New research linking air pollution data from federal monitors in the Sacramento area of California, including during large fires, shows the harmful effects of exposure to air pollution in children, according to a new study from the University of California at Davis.
Samples of blood show that children have elevated markers of inflammation, such as interleukin 6, if they were exposed to higher air pollution. Additionally, higher air pollution was linked to lower cardiac autonomic regulation in children, which impacts how fast the heart beats and how hard it pumps, according to the study.

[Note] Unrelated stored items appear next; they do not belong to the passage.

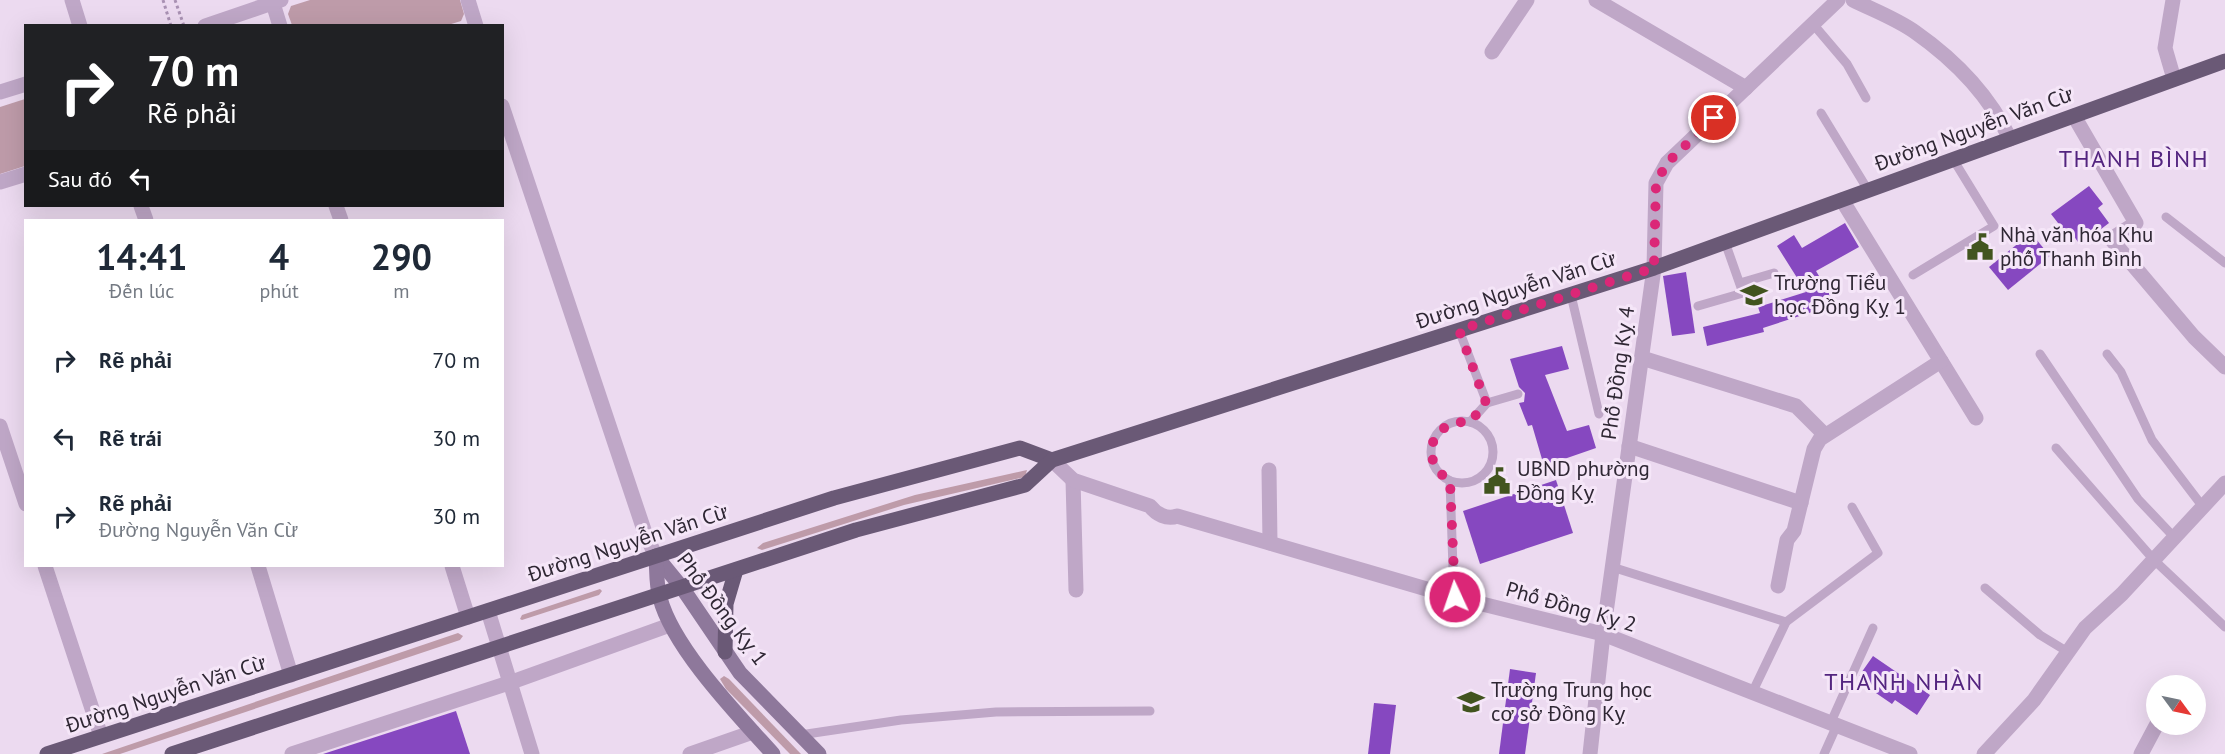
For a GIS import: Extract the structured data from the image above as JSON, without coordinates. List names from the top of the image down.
{
  "streets": {
    "main road": ["Đường Nguyễn Văn Cừ", "Phố Đồng Kỵ 1"],
    "street": ["Phố Đồng Kỵ 4", "Phố Đồng Kỵ 2"]
  },
  "crossings": [
    ["Đường Nguyễn Văn Cừ", "Phố Đồng Kỵ 4"],
    ["Đường Nguyễn Văn Cừ", "Phố Đồng Kỵ 2"],
    ["Đường Nguyễn Văn Cừ", "Phố Đồng Kỵ 1"],
    ["Phố Đồng Kỵ 4", "Phố Đồng Kỵ 2"]
  ],
  "districts": ["THANH BÌNH", "THANH NHÀN"],
  "places": {
    "public building": ["Nhà văn hóa Khu phố Thanh Bình", "UBND phường Đồng Kỵ"],
    "school or university": ["Trường Tiểu học Đồng Kỵ 1", "Trường Trung học cơ sở Đồng Kỵ"]
  },
  "north": "bottom right",
  "page": {
    "turn": ["70 m", "Rẽ phải"],
    "then": "Sau đó",
    "eta": [
      "14:41",
      "Đến lúc",
      "4",
      "phút",
      "290",
      "m"
    ],
    "list": [
      {
        "name": "Rẽ phải",
        "value": "70 m"
      },
      {
        "name": "Rẽ trái",
        "value": "30 m"
      },
      {
        "name": "Rẽ phải",
        "note": "Đường Nguyễn Văn Cừ",
        "value": "30 m"
      }
    ]
  }
}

In the study, published August 3 in the journal New Instructions for Youngster and Adolescent Study, researchers examined blood samples from over 100 healthy children aged 9 to 11 years in the Sacramento area, where pollutants near their homes have been recorded by the defense of the environment. Agency. The study was authored by Anna M. Parenteau, Ph.D. student, and Camelia E. Hostinar, associate professor, both from the Department of Psychology at UC Davis. The work took place at UC Davis.
These findings are important because exposure to pollutants released during wildfires has been associated with numerous negative health effects children, whose bodies and organs are smaller than adults, including asthma and decreased lung function, as well as neurodevelopmental effects such as attention deficit hyperactivity disorder, autism and deficits in academic performance and memory, the researchers said.
Looked at the particles
Researchers looked at data on EPA fine particulate matter (PM2.5) – or fine particles that can enter the lungs and pass through the bloodstream – and found that children’s blood contained markers systemic inflammation. Additionally, PM2.5, which the EPA refers to particles measuring 2.5 micrometers or less, was linked to lower cardiac autonomic regulation as assessed using an electrocardiogram. Specifically, the researchers used data files maintained by the EPA, which contain daily air quality summary information from every outdoor monitor in the country.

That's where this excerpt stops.